On November 4, 2009, Ruckus filed a new complaint in the U.S. District Court, Northern District of California alleging the Company and
Rayspan Corporation infringe a patent that is related to the patents previously asserted against the Company and Rayspan Corporation by
Ruckus, as discussed above. This newly asserted patent is U.S. Patent No. 7,525,486 entitled “Increased wireless coverage patterns.”
As with the
previous Ruckus action, the WPN824 RangeMax wireless router is the alleged infringing device. The Company challenged the sufficiency of
Ruckus’s complaint in this new action and moved to dismiss the complaint. Ruckus opposed this motion. The Court partially agreed with the
Company’s motion and ordered Ruckus to submit a new complaint, which Ruckus did. The initial case management conference occurred on
February 11, 2010. On March 25, 2010, the Court ordered a stay until the completion of the ‘562 Patent’s reexamination proceedings in the first
Ruckus lawsuit against the Company and Rayspan. The Court instructed the parties to submit status reports to the Court every 6 months,
apprising the Court of the status of the pending reexamination proceedings in the USPTO. Upon final exhaustion of all pending reexamination
proceedings of the ‘562 Patent, including any appeals, the Court ordered the parties to jointly submit to the Court a letter indicating that all
appeals have been exhausted and requesting a further case management conference.
On November 19, 2010, the Company filed suit against Ruckus in the U.S. District Court, District of Delaware for infringement of four of
the Company’s patents. The Company alleges that Ruckus’
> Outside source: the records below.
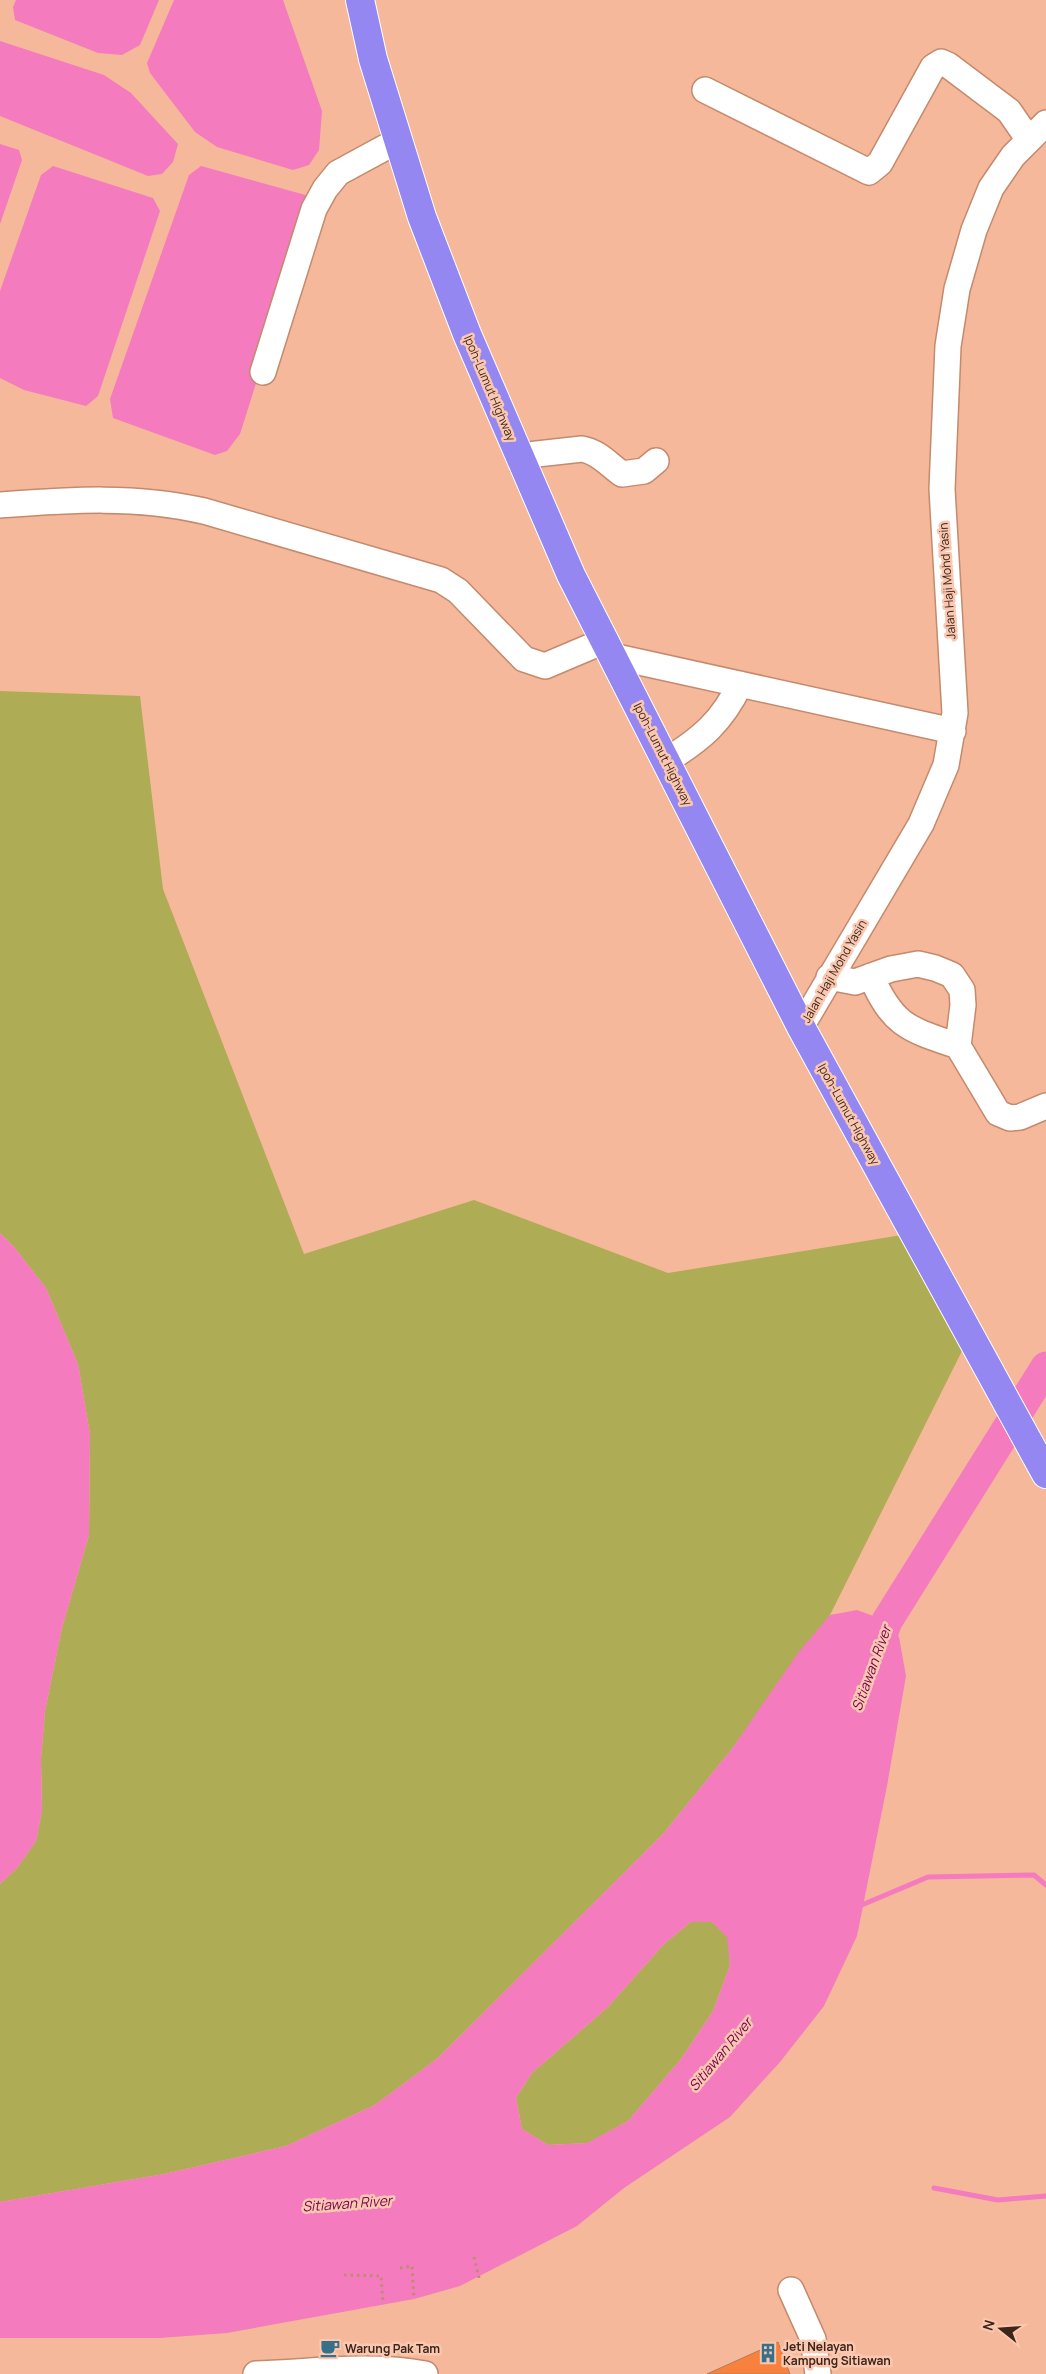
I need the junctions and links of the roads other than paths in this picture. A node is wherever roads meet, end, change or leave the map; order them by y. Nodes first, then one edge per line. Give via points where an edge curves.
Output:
1 (360, 0) edge
2 (705, 90) dead end
3 (1037, 132) edge
4 (397, 141) junction
5 (263, 372) dead end
6 (519, 456) junction
7 (656, 461) dead end
8 (0, 505) edge
9 (608, 648) junction
10 (740, 684) junction
11 (953, 731) junction
12 (666, 761) junction
13 (871, 976) junction
14 (829, 977) junction
15 (801, 1027) junction
16 (958, 1046) junction
17 (1046, 1106) edge
18 (1046, 1474) edge
19 (791, 2290) dead end
20 (256, 2374) edge
21 (425, 2374) edge
22 (818, 2374) edge

1 - 4 highway, Ipoh-Lumut Highway
2 - 3 street via 869,172 880,163 933,67 941,62
3 - 11 street, Jalan Haji Mohd Yasin via 1014,156 991,188 974,230 958,289 948,346 942,489 955,713
4 - 5 street via 338,173 325,189 314,209
4 - 6 highway, Ipoh-Lumut Highway via 460,316
6 - 7 street via 591,450 622,474 644,471
6 - 9 highway, Ipoh-Lumut Highway via 571,576
8 - 9 street via 119,500 178,505 441,580 458,591 524,659 534,664 545,666
9 - 10 street
9 - 12 highway, Ipoh-Lumut Highway
10 - 11 street
10 - 12 street via 729,707 708,731
11 - 14 street, Jalan Haji Mohd Yasin via 946,765 921,824
12 - 15 highway, Ipoh-Lumut Highway
13 - 14 street via 854,982
13 - 16 street via 880,997 899,1021
13 - 16 street via 918,964 952,975 962,990
14 - 15 street, Jalan Haji Mohd Yasin
15 - 18 highway, Ipoh-Lumut Highway
16 - 17 street via 998,1113 1010,1118 1020,1117
19 - 22 street via 813,2339
20 - 21 street via 381,2370

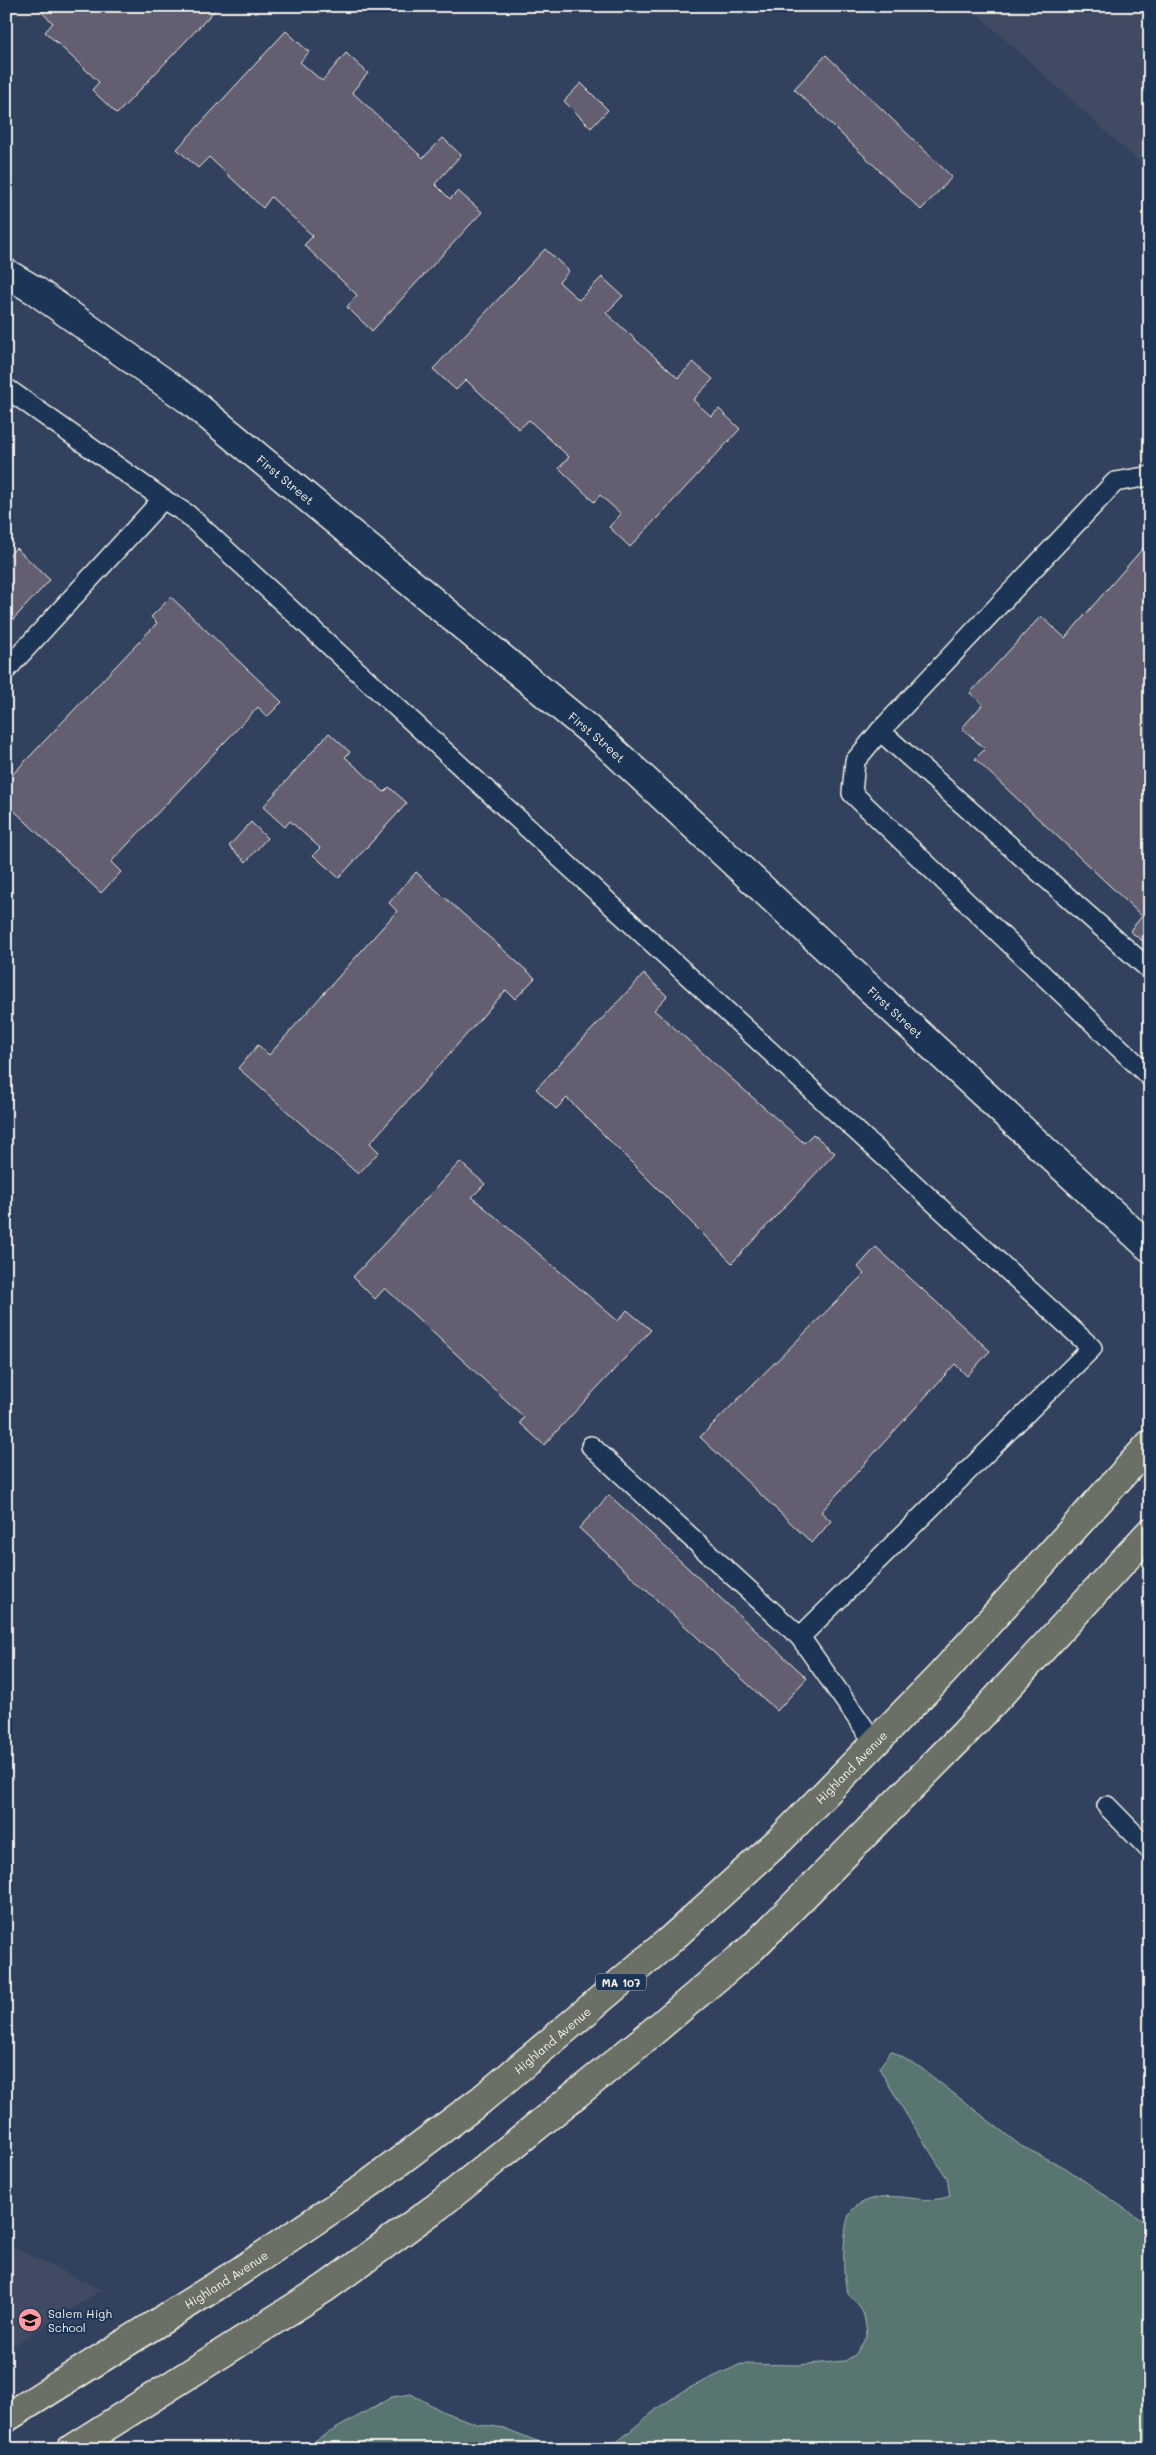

s manufacture, use, sale, or offers for sale within the United States or importation into
the United States of products, including wireless communication products, infringe United States Patent Nos. 5,812,531, 6,621,454, 7,263,143,
and 5,507,035, all owned by the Company. The Company granted Ruckus an extension to file its answer to the Company’s suit, and on
January 11, 2011, Ruckus filed a motion to dismiss the Company’s suit based on insufficient pleadings. The Company filed its response to
Ruckus’s motion on January 31, 2011.
Northpeak Wireless, LLC v. NETGEAR
In October 2008, a lawsuit was filed against the Company and thirty other companies by Northpeak Wireless, LLC (“Northpeak”) in the
U.S. District Court, Northern District of Alabama. Northpeak alleges that the Company’s 802.11b compatible products infringe certain claims of
U.S. Patent Nos. 4,977,577 and 5,987,058. The Company filed its answer to the lawsuit in the fourth quarter of 2008. On January 21, 2009, the
District Court granted a motion to transfer the case to the U.S. District Court, Northern District of California. In August 2009, the parties
stipulated to a litigation stay pending a reexamination request to the USPTO on the asserted patents. The reexaminations of the patents are
proceeding. Thus far, all asserted claims of the ‘058 patent have been rejected on multiple grounds, and all asserted claims of the ‘577 patent
have been rejected because they are not sufficiently inventive, i.e. they are obvious. The case remains stayed by stipulation, and no trial date has
been set.
WIAV Networks, LLC v. NETGEAR
In July 2009, a lawsuit was filed against the Company and over fifty other companies by WIAV Networks, LLC (“WIAV”) in the U.S.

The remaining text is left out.